Everyone’s taking them. You got a problem with that?

6. Tuning everyone out
This step is for you, the parent/coach/head of finances – a lot of people are going to doubt you while you’re on this journey. Criticism can cut. Remember, they’re just losers who were coddled as a child and had ‘friends’, an ‘education’, and ‘leisure time’. Don’t choke.

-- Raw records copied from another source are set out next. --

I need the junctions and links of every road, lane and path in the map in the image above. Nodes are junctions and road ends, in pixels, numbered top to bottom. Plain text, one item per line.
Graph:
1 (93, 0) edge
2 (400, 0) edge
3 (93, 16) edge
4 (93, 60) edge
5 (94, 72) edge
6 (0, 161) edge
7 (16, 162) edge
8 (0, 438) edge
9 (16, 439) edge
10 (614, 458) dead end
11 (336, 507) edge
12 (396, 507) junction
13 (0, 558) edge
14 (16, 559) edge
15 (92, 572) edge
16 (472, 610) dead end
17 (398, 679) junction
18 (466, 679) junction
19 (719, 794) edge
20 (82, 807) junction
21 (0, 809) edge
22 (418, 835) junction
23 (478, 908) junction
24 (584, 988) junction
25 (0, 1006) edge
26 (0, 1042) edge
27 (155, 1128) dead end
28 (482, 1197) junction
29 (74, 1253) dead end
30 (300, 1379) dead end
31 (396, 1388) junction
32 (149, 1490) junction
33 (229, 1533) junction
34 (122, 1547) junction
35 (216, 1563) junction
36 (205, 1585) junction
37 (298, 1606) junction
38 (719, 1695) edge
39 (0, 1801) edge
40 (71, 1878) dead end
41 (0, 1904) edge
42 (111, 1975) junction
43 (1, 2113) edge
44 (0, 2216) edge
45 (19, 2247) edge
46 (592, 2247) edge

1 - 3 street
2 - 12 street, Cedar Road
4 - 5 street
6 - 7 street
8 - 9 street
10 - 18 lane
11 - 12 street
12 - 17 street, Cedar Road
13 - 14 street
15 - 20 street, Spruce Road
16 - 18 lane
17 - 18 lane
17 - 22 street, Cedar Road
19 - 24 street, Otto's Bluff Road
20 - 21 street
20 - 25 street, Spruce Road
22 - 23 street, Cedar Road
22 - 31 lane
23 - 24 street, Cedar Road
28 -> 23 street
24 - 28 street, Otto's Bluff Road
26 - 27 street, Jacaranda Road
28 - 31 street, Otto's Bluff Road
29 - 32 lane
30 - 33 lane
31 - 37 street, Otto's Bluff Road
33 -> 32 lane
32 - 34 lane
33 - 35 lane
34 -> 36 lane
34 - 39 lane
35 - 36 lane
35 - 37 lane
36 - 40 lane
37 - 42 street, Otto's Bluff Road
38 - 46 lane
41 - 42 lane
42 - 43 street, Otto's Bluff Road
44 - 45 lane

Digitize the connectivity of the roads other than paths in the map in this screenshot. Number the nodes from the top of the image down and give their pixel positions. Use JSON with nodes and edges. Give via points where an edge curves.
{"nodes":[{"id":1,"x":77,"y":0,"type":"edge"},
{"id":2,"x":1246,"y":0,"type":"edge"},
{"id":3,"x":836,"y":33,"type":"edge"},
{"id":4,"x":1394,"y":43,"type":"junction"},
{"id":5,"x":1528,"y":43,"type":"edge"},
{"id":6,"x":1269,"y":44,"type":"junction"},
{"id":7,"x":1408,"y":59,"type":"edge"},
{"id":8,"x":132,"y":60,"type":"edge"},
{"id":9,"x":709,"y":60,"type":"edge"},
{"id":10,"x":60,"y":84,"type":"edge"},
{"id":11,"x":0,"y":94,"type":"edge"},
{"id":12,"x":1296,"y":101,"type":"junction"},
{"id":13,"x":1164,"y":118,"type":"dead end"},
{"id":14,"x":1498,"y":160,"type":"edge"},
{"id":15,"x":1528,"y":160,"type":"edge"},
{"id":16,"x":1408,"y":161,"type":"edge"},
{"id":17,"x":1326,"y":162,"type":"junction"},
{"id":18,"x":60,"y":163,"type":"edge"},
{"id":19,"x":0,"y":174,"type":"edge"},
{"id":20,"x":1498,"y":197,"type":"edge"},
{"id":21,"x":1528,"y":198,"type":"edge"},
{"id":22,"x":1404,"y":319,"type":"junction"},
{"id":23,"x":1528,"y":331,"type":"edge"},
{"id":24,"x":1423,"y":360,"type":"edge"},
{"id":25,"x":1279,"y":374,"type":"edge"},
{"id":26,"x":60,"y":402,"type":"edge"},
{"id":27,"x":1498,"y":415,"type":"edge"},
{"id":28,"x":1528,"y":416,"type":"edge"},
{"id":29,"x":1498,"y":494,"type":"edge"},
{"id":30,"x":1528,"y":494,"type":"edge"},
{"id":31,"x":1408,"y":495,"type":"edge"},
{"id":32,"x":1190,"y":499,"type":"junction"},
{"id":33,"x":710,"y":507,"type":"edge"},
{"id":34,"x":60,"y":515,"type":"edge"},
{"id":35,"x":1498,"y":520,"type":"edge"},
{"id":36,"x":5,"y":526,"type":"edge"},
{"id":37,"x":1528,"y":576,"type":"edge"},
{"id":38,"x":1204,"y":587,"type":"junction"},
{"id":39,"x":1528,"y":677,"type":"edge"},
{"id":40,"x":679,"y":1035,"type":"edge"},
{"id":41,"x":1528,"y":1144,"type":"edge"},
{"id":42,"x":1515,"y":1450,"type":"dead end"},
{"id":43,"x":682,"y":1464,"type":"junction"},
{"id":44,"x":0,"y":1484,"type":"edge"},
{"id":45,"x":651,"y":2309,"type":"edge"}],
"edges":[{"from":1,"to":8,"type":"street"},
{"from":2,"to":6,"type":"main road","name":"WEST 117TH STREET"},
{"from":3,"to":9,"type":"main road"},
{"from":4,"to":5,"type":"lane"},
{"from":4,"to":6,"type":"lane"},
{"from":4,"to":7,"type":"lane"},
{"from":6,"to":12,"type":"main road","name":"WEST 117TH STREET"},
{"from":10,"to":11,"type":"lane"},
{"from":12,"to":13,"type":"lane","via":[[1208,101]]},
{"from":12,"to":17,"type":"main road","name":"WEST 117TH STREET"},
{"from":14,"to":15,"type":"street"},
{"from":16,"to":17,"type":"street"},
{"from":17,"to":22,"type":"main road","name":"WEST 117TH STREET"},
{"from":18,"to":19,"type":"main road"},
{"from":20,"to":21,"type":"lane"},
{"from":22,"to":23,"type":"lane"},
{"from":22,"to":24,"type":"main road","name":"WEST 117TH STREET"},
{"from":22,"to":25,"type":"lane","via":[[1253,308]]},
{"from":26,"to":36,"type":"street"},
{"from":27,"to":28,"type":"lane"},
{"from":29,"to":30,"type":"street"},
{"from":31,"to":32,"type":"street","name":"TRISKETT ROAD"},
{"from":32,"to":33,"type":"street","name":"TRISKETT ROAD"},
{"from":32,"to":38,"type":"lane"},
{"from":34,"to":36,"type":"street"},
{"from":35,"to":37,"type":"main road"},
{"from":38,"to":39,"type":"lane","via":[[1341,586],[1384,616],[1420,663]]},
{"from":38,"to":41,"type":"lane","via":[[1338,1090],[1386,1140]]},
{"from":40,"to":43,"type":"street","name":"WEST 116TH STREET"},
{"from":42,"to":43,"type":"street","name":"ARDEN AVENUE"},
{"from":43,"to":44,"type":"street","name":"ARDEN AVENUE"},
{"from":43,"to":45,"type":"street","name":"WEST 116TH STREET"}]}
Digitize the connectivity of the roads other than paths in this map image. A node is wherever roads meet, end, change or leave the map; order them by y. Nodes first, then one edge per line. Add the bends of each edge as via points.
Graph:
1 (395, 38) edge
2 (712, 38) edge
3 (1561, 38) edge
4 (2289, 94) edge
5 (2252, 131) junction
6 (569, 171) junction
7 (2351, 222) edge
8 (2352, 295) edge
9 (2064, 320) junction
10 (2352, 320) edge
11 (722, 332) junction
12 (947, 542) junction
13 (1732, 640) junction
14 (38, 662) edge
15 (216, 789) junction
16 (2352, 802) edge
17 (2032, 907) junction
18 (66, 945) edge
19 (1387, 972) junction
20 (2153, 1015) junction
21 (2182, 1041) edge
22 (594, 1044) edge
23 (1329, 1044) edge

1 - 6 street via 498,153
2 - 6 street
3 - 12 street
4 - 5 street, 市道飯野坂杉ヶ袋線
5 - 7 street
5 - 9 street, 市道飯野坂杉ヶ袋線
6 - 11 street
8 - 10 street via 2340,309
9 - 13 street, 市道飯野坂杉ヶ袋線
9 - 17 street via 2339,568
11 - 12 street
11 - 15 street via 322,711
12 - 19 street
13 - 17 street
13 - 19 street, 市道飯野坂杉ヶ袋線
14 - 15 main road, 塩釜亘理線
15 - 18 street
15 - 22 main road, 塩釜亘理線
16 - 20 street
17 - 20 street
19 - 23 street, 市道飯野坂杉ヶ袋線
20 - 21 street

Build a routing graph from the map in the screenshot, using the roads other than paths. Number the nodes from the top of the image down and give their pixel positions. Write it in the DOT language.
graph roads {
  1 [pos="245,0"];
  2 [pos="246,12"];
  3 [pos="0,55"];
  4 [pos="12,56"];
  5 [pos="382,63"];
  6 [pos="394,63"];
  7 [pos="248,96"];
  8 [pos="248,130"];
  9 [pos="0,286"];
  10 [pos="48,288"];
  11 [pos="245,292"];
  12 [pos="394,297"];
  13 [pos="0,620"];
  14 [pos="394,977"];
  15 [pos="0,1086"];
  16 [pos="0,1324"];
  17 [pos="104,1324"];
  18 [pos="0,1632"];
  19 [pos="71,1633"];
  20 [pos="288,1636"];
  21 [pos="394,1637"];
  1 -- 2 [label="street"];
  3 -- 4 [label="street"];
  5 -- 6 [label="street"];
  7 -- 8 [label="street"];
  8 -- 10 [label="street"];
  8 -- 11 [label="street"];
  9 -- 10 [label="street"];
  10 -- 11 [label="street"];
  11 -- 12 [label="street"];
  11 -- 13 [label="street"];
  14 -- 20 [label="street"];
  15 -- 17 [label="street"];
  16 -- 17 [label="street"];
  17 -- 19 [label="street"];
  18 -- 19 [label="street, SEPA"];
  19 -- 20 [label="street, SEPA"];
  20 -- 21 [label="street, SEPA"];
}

Did you know? It is possible for a child or teenager to seek legal emancipation and be declared an adult before age 18, although the process can be difficult. If you’re facing this problem, seek an injunction against your child, and cut off their access to funds to prevent them from seeking competent legal advice.

7. Play the blame game
Humility is the enemy of success. Take a lesson from Donald Trump and point that finger everywhere but at yourself and your child. Some call it ‘narcissim’. You and your cash cow can call it ‘fake news’.

8. Public life
To heighten marketability, an open and tumultuous public life is necessary. No-one likes someone who plays it straight and is polite to the crowd. Women’s Weekly definitely isn’t putting that on the front page. Marrying Bec Hewitt was Lleyton’s greatest win. Find your kid a soapie star – and groom.

9. Reap the rewards
Your investment has paid off, your little worker bee has made millions and it’s time to cash in. Guilt your child into buying you a canal-frontage on the Gold Coast. Travel the world. Buy shares in Adani. Get into bodybuilding. Date a reality TV star. Launch a cookbook. Try out religion. Transition. Commission an autobiography (Peter FitzSimons would be ideal). Remember to thank yourself every day for your hard work, because your child probably won’t.

Sound like you?
A dedicated tennis parent will be exclusively and excessively close to their child and may be envious of, and threatened by, their child’s desire to be a mediocre nobody. To apply go to

This article originally appeared in The Chaser’s Guide to Bad Parenting (CQ7): buy it here.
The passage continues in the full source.